Rakyat tentu tidak akan mendapatkan pelayanan yang berkualitas karena standar yang di lakukan oleh pemerintah berlandaskan subjek pelaku pemberi pelayanan selalu menitik beratkan pada untung dan rugi, pada seberapa besar materi yang akan mereka dapatkan.

Padahal, masyarakat mengharapkan subjek pemberi pelayanan melakukan kewajiban mereka semata-mata mengharap rida Allah dan memberi yang terbaik bagi umat manusia.

Selain itu, negeri ini yang kapitalistik menghadirkan sistem pendidikan yang sulit untuk menempuh pendidikan dokter yang terjangkau. Tentu ini menjadi penghambat untuk mencetak individu yang memiliki kompetensi. Adapun yang mau untuk berdedikasi hanya memberi kontribusi terbaiknya bagi umat hanya sedikit yang diapresiasi. 

Di sisi lain, kewajiban negara untuk membangun fasilitas kesehatan yang memadai masih menjadi persoalan yang kompleks belum terselesaikan dengan baik.

Dokter Asing dalam Islam

Dalam Islam, keberadaan dokter asing sejatinya tidak masalah. Ini karena paradigma yang digunakan dalam perekrutan bukanlah paradigma liberal sebagaimana kapitalisme. 

Terkait hal ini, Rasulullah saw. pernah mendapatkan hadiah seorang tabib (dokter) dari Muqauqis, Raja Mesir, beliau pun menjadikan dokter itu sebagai dokter umum bagi seluruh warganya (HR Muslim)

Meski begitu, penguasa muslim atau khalifah dalam hal ini harus memegang kendali penuh untuk mengatur urusan perekrutan dokter asing. Hal ini terkait erat dengan langkah Khilafah memposisikan kesehatan sebagai sektor publik yang wajib tersedia bagi rakyat sehingga mekanisme pengelolaannya juga sebagaimana fasilitas umum.

Dengan pengelolaan harta yang dimiliki negara Islam yang berasal dari berbagai pos pemasukan, maka pemenuhan berbagai sektor dalam daulah Khilafah akan terjangkau, termasuk pembiayaan pendidikan kedokteran dan penyediaan segala fasilitas kesehatannya.

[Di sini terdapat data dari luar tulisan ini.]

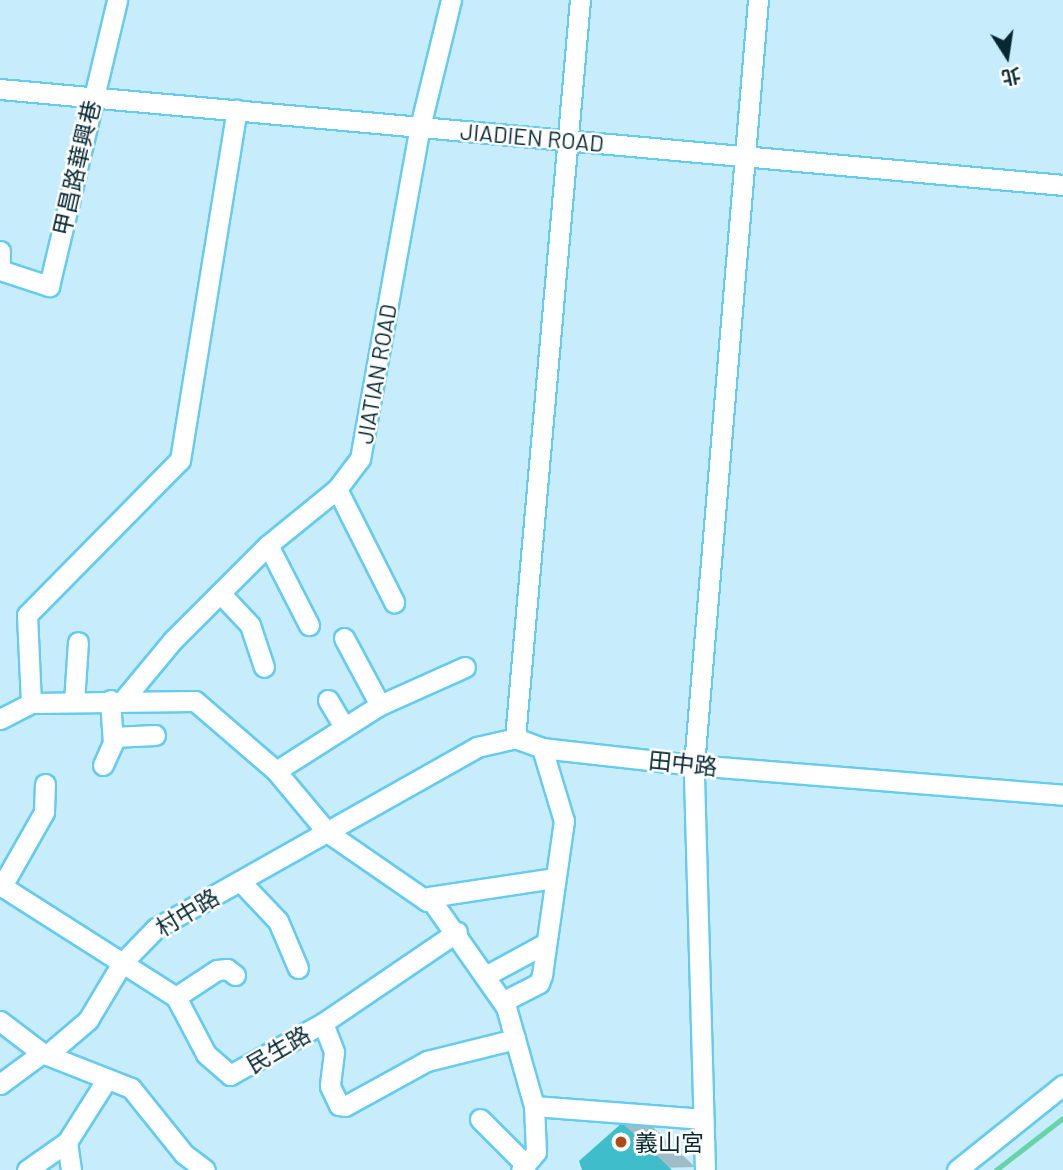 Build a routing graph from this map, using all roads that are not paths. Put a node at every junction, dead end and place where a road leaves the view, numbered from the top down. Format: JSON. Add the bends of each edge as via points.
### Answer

Tentu dalam kondisi ini, paradigma pembiayaan yang sangat tinggi pada sistem liberal akan dipatahkan oleh penerapan sistem Islam. Di sisi lain, para dokter muslim yang dihasilkan dari sistem pendidikan Islam berkesempatan menjadi agen perubahan dalam mewujudkan paradigma kehidupan bernegara yang sahih sesuai dengan tuntunan Islam.